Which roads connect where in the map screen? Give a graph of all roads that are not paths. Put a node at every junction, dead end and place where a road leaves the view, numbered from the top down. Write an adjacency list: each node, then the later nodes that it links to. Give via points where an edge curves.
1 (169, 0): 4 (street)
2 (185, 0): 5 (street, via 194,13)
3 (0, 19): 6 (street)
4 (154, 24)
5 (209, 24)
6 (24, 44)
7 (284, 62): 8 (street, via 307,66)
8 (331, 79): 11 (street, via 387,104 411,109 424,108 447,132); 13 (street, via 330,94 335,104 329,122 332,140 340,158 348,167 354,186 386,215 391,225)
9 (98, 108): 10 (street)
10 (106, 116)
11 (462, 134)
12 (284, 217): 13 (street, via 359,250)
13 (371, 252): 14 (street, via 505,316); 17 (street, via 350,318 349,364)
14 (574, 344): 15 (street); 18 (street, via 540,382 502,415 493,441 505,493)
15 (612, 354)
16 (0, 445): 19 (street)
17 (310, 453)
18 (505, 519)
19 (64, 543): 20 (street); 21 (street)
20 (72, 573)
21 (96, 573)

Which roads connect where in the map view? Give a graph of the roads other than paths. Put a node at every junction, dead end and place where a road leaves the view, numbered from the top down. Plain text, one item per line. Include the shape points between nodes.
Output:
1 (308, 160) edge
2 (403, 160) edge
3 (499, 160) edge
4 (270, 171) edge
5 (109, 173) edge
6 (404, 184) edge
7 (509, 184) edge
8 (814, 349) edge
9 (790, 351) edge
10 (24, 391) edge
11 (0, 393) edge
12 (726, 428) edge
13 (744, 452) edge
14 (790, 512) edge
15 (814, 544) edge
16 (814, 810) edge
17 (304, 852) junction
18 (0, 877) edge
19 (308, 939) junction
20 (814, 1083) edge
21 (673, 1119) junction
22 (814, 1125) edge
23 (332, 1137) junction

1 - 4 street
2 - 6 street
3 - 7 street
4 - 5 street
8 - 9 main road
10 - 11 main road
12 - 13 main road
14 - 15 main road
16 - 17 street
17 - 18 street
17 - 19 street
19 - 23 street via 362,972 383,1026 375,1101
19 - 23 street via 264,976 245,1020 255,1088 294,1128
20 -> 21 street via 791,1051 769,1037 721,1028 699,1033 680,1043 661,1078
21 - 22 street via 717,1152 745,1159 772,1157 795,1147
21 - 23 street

※

**PROBLEM TO SOLVE:**
Beginning at the line that contains "Which roads connect where in the map view?", transcribe every line through the end of the material exactly, leaving out all earlier lines.

**ANSWER SPACE:**
Which roads connect where in the map view? Give a graph of the roads other than paths. Put a node at every junction, dead end and place where a road leaves the view, numbered from the top down. Plain text, one item per line. Include the shape points between nodes.
Output:
1 (308, 160) edge
2 (403, 160) edge
3 (499, 160) edge
4 (270, 171) edge
5 (109, 173) edge
6 (404, 184) edge
7 (509, 184) edge
8 (814, 349) edge
9 (790, 351) edge
10 (24, 391) edge
11 (0, 393) edge
12 (726, 428) edge
13 (744, 452) edge
14 (790, 512) edge
15 (814, 544) edge
16 (814, 810) edge
17 (304, 852) junction
18 (0, 877) edge
19 (308, 939) junction
20 (814, 1083) edge
21 (673, 1119) junction
22 (814, 1125) edge
23 (332, 1137) junction

1 - 4 street
2 - 6 street
3 - 7 street
4 - 5 street
8 - 9 main road
10 - 11 main road
12 - 13 main road
14 - 15 main road
16 - 17 street
17 - 18 street
17 - 19 street
19 - 23 street via 362,972 383,1026 375,1101
19 - 23 street via 264,976 245,1020 255,1088 294,1128
20 -> 21 street via 791,1051 769,1037 721,1028 699,1033 680,1043 661,1078
21 - 22 street via 717,1152 745,1159 772,1157 795,1147
21 - 23 street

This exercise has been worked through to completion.